→ MATERIAL FOR THIS EXERCISE
%%

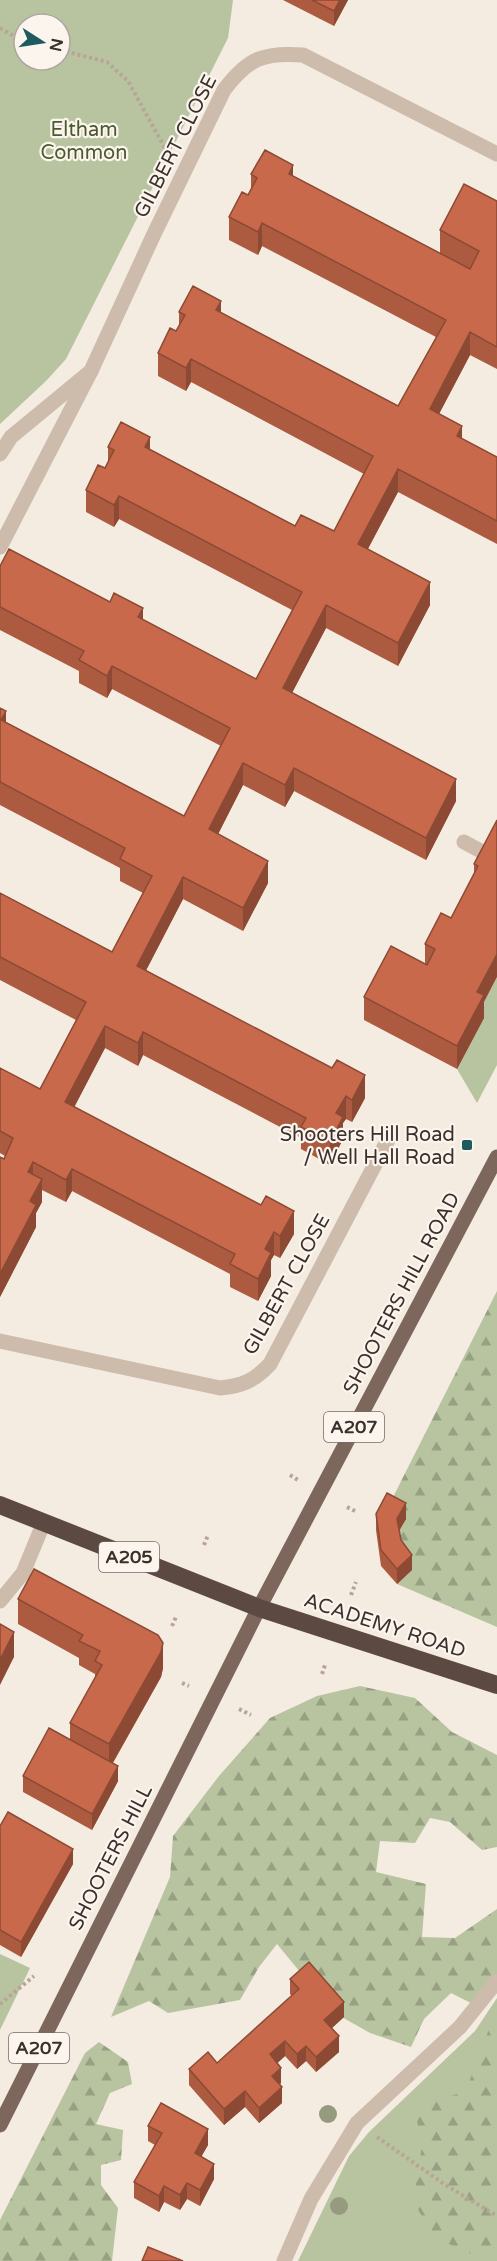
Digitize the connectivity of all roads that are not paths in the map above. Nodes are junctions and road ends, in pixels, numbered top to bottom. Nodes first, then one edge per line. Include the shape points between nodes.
1 (497, 154) edge
2 (91, 371) junction
3 (0, 454) edge
4 (0, 547) edge
5 (464, 842) dead end
6 (490, 856) edge
7 (390, 1136) dead end
8 (497, 1157) edge
9 (0, 1341) edge
10 (0, 1505) edge
11 (44, 1522) junction
12 (0, 1601) edge
13 (259, 1608) junction
14 (497, 1685) edge
15 (497, 1981) edge
16 (0, 2126) edge
17 (284, 2261) edge

1 - 2 street, GILBERT CLOSE via 303,55 258,58 239,69 225,90
2 - 3 street, GILBERT CLOSE via 10,437
2 - 4 street, GILBERT CLOSE
5 - 6 street
7 - 9 street, GILBERT CLOSE via 270,1364 257,1378 239,1387 220,1388
8 - 13 main road, SHOOTERS HILL ROAD / A207
10 - 11 highway, A205
11 - 12 street via 23,1573
11 - 13 highway, A205
13 - 14 highway, ACADEMY ROAD / A205
13 - 16 main road, SHOOTERS HILL / A207
15 - 17 street via 460,2027 357,2123 311,2199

%%

→ EXERCISE AIM
A verbatim transcription of the listing is expected, with no pictures included.

→ SOLUTION TO THIS EXERCISE
Digitize the connectivity of all roads that are not paths in the map above. Nodes are junctions and road ends, in pixels, numbered top to bottom. Nodes first, then one edge per line. Include the shape points between nodes.
1 (497, 154) edge
2 (91, 371) junction
3 (0, 454) edge
4 (0, 547) edge
5 (464, 842) dead end
6 (490, 856) edge
7 (390, 1136) dead end
8 (497, 1157) edge
9 (0, 1341) edge
10 (0, 1505) edge
11 (44, 1522) junction
12 (0, 1601) edge
13 (259, 1608) junction
14 (497, 1685) edge
15 (497, 1981) edge
16 (0, 2126) edge
17 (284, 2261) edge

1 - 2 street, GILBERT CLOSE via 303,55 258,58 239,69 225,90
2 - 3 street, GILBERT CLOSE via 10,437
2 - 4 street, GILBERT CLOSE
5 - 6 street
7 - 9 street, GILBERT CLOSE via 270,1364 257,1378 239,1387 220,1388
8 - 13 main road, SHOOTERS HILL ROAD / A207
10 - 11 highway, A205
11 - 12 street via 23,1573
11 - 13 highway, A205
13 - 14 highway, ACADEMY ROAD / A205
13 - 16 main road, SHOOTERS HILL / A207
15 - 17 street via 460,2027 357,2123 311,2199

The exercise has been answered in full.